Regardless of what one may think about the specific forms that the Bush administration’s faith-based initiative has taken, it has been consistent in its affirmation of important first principles in dealing with faith-based groups. To many, this may not seem to be a significant policy achievement. However, in a society that is growing increasingly secular and in a political environment where People for the American Way (PFAW), the rabidly secularist lobby group, dominates discussions of faith in public life, this is no small achievement. The latest installment of the White House’s efforts to restore some sanity to the discussion over faith-based groups that accept federal funding comes in the form of its recently released guidance document--“Protecting the Civil Rights and Religious Liberty of Faith-Based Organizations.”
This important document is an attempt to codify some common sense as to the question of hiring practices by faith-based groups who accept government dollars. The document takes its lead from the Title VII provision of the Civil Rights Act of 1964, which protects the rights of religious groups to make religiously guided employment decisions. The Bush administration’s position is that whether or not a faith-based group receives federal funds, its fundamental civil rights and its ability to take faith into account when hiring, should be preserved.

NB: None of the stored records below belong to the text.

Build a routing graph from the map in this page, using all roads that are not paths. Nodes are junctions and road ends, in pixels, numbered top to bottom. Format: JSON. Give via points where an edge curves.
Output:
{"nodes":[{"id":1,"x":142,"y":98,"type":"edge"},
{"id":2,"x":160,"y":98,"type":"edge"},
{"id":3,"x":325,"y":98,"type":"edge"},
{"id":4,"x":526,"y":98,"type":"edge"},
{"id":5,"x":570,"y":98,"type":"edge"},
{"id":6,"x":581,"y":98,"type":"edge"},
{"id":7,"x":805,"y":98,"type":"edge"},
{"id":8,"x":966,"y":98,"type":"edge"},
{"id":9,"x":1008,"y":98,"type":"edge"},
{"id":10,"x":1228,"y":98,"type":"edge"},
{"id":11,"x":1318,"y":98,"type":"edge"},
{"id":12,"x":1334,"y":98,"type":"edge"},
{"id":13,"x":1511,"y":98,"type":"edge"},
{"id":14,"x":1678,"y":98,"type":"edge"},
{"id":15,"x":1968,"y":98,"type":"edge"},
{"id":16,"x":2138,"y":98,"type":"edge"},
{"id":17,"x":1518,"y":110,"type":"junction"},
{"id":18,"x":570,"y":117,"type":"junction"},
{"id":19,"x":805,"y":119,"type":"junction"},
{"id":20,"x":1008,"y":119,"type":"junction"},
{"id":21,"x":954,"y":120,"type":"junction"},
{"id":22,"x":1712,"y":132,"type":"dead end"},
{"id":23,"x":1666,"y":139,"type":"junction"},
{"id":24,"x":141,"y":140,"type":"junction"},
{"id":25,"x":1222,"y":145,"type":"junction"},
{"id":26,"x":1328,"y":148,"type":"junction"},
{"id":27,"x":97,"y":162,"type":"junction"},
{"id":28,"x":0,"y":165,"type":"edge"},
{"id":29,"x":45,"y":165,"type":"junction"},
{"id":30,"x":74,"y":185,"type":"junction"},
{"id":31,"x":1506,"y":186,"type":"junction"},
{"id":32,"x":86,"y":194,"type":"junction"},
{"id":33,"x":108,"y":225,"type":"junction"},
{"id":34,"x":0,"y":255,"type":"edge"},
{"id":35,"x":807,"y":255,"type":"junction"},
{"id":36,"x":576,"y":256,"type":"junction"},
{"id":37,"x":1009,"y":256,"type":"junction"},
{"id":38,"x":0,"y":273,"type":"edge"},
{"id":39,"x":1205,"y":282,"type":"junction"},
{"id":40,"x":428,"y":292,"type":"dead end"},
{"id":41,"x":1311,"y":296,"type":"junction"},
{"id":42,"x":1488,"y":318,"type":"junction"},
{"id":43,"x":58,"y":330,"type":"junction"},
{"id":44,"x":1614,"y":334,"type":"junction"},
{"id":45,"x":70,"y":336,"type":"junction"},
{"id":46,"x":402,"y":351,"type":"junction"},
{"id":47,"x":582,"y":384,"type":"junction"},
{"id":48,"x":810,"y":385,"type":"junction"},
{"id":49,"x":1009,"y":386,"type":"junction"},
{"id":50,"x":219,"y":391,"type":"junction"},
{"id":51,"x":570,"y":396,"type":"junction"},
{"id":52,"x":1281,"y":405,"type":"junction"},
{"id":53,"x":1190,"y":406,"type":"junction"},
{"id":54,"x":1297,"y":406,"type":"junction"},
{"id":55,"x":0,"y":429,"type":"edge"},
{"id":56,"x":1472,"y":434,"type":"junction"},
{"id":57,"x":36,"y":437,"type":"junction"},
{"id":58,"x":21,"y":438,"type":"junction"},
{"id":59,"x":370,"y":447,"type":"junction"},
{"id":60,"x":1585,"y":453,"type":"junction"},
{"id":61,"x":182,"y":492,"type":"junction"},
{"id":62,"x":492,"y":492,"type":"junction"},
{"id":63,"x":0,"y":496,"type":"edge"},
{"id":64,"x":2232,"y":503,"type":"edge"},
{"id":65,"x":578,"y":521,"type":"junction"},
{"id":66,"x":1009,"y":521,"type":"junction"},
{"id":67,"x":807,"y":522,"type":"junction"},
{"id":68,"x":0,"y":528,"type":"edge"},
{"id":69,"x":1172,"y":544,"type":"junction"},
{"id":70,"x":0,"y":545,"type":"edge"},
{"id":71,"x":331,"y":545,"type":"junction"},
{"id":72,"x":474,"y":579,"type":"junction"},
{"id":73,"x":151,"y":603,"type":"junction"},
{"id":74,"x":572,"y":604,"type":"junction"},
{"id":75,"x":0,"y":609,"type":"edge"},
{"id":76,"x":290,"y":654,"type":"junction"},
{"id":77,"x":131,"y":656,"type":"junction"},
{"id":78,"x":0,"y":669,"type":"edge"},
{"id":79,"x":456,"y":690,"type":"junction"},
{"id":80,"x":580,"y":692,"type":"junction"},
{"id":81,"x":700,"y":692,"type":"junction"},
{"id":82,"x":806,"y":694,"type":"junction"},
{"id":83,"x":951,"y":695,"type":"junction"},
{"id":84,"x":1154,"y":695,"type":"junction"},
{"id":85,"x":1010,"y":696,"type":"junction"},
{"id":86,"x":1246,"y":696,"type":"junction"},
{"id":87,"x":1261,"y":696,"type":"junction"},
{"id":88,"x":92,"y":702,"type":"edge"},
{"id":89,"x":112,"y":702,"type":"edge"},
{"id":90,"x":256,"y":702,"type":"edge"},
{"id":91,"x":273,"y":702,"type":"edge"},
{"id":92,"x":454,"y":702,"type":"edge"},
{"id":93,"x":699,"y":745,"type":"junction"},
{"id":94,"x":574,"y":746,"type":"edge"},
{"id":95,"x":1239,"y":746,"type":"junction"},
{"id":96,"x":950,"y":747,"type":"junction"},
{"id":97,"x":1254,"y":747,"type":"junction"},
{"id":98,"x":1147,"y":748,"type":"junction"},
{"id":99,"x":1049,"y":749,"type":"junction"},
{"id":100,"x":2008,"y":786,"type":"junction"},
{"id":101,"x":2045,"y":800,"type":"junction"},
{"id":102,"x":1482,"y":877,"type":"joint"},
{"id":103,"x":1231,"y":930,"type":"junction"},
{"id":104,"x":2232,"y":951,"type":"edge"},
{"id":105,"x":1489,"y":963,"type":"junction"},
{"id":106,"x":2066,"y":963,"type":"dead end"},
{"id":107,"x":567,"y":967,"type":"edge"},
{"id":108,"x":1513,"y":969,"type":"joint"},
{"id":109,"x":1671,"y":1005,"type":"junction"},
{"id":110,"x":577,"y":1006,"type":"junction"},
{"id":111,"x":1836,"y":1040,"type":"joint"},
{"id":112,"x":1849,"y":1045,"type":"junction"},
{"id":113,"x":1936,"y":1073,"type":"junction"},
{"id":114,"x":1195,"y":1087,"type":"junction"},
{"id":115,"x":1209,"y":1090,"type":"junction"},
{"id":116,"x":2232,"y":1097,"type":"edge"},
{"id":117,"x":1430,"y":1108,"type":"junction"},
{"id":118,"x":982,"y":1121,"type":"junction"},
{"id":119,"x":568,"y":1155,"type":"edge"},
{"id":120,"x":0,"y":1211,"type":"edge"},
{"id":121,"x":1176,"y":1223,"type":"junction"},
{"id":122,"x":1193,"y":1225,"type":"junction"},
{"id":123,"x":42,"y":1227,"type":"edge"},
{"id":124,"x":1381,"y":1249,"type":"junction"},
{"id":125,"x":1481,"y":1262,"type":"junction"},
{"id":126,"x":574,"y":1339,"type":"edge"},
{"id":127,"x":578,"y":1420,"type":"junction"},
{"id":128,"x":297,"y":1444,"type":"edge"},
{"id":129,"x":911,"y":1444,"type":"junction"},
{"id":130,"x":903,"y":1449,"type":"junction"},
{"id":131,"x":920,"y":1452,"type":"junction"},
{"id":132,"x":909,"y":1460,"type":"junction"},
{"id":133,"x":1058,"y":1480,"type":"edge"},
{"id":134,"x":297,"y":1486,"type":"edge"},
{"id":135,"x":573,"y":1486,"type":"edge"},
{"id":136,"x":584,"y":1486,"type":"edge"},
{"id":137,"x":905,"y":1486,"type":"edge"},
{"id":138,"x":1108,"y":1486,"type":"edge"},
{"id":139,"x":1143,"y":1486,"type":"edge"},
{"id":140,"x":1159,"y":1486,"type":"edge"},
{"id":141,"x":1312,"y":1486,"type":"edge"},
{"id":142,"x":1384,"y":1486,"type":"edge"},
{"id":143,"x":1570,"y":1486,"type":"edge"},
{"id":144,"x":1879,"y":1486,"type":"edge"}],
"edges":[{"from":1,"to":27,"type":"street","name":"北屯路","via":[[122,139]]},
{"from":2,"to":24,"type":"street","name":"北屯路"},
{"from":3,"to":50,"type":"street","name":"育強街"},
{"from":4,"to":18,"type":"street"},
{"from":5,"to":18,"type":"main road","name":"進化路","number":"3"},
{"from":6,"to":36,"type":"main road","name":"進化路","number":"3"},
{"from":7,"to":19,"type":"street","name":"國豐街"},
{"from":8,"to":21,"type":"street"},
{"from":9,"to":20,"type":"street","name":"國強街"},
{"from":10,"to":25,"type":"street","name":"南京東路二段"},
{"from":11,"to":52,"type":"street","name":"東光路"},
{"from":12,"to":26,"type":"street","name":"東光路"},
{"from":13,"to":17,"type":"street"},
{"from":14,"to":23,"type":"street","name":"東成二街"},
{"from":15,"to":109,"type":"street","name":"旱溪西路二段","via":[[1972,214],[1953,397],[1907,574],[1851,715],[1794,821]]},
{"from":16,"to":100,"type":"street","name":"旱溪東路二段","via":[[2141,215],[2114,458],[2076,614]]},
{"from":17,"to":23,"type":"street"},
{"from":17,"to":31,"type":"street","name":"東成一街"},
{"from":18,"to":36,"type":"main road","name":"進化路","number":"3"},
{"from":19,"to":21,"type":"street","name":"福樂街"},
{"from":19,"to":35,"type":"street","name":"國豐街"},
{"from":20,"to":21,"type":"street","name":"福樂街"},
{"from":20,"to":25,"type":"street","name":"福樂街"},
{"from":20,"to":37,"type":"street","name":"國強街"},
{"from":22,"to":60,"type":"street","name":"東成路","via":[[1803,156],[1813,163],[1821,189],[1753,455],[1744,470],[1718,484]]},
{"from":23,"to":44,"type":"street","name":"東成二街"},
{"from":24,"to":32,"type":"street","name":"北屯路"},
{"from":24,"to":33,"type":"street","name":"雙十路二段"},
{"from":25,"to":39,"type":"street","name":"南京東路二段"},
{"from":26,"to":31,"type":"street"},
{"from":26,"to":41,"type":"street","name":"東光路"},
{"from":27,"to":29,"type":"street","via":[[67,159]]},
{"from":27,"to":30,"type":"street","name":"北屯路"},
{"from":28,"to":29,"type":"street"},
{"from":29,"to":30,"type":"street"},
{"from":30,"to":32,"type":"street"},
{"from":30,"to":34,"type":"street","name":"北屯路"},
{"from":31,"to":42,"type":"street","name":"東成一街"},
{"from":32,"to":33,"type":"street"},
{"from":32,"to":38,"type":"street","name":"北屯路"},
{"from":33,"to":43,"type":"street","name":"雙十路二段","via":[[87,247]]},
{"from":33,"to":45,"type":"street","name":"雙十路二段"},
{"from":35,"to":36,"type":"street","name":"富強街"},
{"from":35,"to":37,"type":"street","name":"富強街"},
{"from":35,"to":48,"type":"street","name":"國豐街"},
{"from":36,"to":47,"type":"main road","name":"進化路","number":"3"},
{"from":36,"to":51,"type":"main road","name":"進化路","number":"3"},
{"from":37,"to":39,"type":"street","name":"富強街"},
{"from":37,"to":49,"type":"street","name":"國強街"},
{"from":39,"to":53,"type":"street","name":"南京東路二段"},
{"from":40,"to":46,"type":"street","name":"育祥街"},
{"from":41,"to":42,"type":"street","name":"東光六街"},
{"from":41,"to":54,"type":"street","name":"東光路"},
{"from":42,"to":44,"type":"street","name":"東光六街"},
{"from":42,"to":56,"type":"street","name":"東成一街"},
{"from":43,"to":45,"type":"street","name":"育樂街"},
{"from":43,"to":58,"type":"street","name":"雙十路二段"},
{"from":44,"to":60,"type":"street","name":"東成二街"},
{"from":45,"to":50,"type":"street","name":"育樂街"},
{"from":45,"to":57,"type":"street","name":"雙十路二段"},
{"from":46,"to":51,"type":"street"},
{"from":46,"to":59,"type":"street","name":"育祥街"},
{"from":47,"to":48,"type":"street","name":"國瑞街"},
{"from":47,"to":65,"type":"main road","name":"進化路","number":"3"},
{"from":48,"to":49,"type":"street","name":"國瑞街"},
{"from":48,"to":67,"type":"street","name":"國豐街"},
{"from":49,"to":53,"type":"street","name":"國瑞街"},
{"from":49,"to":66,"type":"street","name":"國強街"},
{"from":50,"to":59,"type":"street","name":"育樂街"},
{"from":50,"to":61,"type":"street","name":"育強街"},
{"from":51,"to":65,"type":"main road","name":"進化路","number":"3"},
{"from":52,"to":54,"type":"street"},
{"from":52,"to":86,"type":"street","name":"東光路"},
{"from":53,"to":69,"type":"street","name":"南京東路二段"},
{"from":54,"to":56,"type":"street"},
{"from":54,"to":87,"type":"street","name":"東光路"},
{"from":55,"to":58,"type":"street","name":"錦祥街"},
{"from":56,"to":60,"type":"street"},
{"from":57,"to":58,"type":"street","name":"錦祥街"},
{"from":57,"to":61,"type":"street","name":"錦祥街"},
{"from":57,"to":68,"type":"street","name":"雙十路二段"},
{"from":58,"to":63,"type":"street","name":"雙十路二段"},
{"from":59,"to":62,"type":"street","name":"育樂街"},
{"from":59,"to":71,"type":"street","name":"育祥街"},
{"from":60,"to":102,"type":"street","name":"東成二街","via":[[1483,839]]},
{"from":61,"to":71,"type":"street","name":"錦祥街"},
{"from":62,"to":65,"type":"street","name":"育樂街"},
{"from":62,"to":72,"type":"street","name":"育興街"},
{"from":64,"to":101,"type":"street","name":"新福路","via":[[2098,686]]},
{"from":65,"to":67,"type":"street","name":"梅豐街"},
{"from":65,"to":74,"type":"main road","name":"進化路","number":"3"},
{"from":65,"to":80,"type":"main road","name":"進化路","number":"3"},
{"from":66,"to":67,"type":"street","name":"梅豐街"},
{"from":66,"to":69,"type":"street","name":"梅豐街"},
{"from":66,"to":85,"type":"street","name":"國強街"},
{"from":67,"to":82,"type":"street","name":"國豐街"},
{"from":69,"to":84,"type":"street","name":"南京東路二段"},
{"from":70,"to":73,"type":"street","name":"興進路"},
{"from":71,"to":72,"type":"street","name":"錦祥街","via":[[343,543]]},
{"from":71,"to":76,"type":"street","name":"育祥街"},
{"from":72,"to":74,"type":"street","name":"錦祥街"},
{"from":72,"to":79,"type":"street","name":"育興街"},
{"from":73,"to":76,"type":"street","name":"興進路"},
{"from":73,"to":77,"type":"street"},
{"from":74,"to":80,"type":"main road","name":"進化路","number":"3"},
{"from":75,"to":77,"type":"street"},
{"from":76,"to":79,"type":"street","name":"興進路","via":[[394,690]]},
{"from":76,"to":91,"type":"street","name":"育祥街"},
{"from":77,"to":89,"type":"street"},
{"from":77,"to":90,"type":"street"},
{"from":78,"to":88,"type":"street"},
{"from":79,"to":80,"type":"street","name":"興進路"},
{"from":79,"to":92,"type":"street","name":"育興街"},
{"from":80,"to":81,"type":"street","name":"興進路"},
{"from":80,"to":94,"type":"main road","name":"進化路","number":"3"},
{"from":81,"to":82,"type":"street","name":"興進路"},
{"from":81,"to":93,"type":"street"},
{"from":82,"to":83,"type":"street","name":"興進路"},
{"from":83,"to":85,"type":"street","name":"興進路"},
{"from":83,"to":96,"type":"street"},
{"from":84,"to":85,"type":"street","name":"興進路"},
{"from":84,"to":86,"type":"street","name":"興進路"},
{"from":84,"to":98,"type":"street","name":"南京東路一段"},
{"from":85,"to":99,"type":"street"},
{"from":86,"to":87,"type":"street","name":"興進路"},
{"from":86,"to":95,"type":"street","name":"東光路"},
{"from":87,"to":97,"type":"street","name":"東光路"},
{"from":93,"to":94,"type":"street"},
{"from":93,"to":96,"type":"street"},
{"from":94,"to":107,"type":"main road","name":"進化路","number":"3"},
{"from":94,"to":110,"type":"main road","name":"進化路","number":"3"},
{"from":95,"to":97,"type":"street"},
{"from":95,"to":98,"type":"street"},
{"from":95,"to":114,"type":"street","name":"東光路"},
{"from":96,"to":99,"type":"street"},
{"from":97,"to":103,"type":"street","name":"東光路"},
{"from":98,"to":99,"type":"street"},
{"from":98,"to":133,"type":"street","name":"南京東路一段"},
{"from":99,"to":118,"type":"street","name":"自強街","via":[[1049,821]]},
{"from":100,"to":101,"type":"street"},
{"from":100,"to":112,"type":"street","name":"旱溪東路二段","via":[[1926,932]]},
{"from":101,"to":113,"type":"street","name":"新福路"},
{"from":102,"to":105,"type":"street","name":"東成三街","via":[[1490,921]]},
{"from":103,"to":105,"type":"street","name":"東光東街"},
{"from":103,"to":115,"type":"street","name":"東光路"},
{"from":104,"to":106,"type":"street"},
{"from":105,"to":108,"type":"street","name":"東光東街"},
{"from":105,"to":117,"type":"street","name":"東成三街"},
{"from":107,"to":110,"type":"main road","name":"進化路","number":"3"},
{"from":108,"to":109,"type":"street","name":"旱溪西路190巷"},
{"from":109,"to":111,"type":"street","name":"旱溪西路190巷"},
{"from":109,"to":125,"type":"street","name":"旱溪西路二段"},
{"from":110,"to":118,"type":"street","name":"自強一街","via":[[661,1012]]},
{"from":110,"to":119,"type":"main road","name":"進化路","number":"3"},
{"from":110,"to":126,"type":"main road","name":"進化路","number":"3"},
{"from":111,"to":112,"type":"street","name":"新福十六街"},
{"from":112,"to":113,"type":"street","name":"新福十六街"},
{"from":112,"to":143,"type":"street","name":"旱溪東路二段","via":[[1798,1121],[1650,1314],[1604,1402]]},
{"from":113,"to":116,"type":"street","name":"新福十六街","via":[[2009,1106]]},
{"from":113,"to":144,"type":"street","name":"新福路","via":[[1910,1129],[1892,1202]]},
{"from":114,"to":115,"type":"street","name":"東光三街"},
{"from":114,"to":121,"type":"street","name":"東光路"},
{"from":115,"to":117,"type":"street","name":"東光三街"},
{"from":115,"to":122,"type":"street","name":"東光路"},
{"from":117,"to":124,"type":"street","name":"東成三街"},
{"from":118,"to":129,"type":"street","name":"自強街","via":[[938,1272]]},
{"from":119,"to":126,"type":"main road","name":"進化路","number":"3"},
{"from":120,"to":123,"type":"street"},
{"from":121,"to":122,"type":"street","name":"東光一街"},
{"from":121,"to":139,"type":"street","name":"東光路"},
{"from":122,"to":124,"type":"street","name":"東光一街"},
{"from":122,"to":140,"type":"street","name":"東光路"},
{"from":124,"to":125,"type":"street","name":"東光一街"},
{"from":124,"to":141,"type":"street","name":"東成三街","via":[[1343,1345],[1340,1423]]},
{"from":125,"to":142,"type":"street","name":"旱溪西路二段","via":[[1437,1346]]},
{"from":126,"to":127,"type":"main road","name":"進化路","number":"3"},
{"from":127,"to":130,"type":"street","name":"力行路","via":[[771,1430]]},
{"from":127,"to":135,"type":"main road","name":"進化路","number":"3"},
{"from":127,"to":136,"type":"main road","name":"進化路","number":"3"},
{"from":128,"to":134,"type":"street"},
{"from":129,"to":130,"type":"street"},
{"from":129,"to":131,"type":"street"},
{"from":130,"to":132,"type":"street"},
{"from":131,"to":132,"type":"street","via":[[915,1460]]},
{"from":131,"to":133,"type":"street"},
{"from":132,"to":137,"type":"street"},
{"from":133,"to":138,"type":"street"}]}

The document offers three very simple principles that should guide faith-based groups who partner with the government to provide social services:
Of course, these very reasonable principles, firmly rooted in the law of the land, have met with considerable opposition from PFAW and other like-minded anti-religious activists. According to its website, PFAW considers such principles to embody the “public funding of religious discrimination.” For those who reject such a blatantly anti-religious, secularist worldview, these provisions are just common sense. Would the NAACP choose to hire Senator Robert Byrd, given his past musings on racial questions? Or would the Democratic presidential candidates hire conservative, pro-life Republican staffers? Such scenarios are ludicrous, but it is important to note that both of these groups also “partner with the federal government” and are permitted to hire based on shared values.
Not only are these key principles rooted in the Title VII provision of the Civil Rights Act of 1964; the decisions of the Supreme Court also support their legality. As Justice William Brennan wrote in upholding the law, “determining that certain activities are in furtherance of an organization's religious mission, and that only those committed to that mission should conduct them, is...a means by which a religious community defines itself.” In more easily understandable terms, the Justice has simply upheld the fact that religious groups have civil rights too and they ought to be respected.
Another important aspect of this guidance document is its attempt to clarify the conflicting and contradictory rules governing civil rights provisions that apply to some Federal social service programs. In addition to the provisions contained in the Civil Rights Act of 1964, Congress has, over the years, enacted various other civil rights programs. As the guidance document observes, with respect to religious hiring rights, these laws can be confusing and, in some cases, even contradictory. It should be noted, however, given the considerable litigation surrounding questions of church and state as well as the acrimonious politics concerning the faith-based agenda, that this document is unlikely to settle such questions once and for all.
While there are significant problems involved with faith-based groups receiving (or desiring to receive) federal funding, the involvement of government in the financing of social services is a current reality. In this context, it is simply justice that if secular groups who receive federal funding can hire according to their mission and ideology, then the rights of religious groups to do the same ought to be respected.